Your objective ::
Copy each line that includes the string "thumb" from the material into your answer.

Recorded information ::

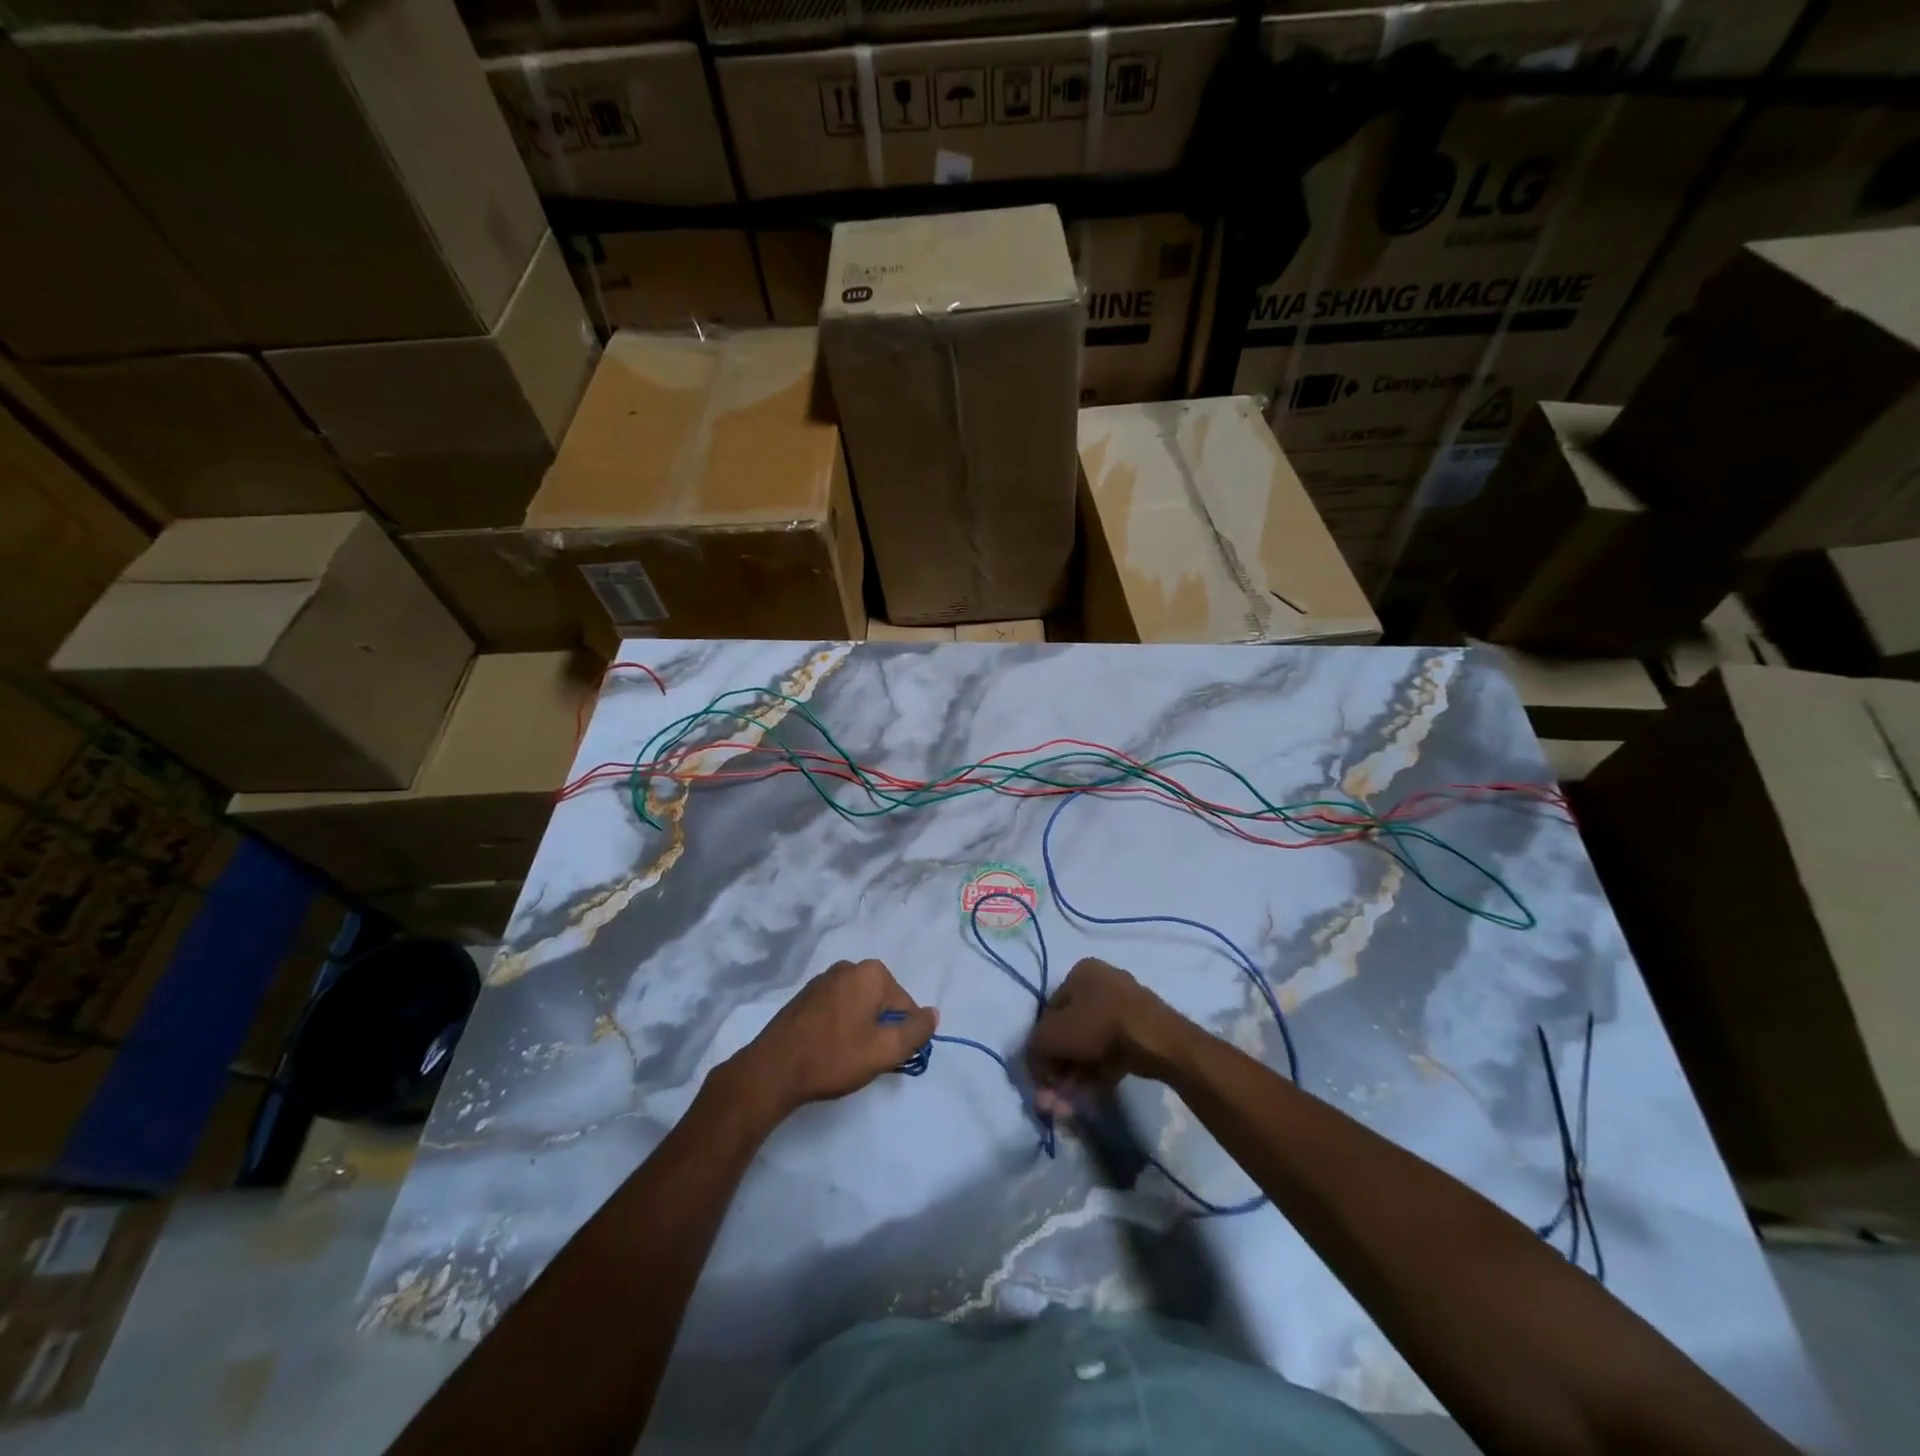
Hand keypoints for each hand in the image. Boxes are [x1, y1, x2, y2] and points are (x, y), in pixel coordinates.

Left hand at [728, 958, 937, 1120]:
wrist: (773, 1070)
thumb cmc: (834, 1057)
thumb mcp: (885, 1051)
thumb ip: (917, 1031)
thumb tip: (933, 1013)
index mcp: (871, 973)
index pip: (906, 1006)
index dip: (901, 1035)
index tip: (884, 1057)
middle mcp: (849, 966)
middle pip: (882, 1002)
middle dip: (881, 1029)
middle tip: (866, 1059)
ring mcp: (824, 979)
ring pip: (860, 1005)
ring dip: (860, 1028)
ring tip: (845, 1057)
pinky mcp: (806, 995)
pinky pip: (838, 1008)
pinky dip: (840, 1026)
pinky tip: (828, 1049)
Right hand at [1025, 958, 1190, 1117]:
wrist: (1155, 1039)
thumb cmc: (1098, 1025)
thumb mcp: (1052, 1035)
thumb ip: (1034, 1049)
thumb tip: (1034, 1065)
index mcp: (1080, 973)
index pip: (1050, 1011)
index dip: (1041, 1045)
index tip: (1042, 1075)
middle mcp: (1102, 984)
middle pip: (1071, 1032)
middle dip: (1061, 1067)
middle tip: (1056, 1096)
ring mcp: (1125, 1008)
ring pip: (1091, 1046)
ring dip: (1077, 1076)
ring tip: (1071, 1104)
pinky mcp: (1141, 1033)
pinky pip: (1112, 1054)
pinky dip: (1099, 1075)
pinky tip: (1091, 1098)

Solution to the problem ::
thumb cmc: (834, 1057)
thumb mcp: (885, 1051)
thumb ip: (917, 1031)
thumb tip: (933, 1013)
thumb cmc: (1098, 1025)
thumb mcp: (1052, 1035)
thumb ip: (1034, 1049)
thumb tip: (1034, 1065)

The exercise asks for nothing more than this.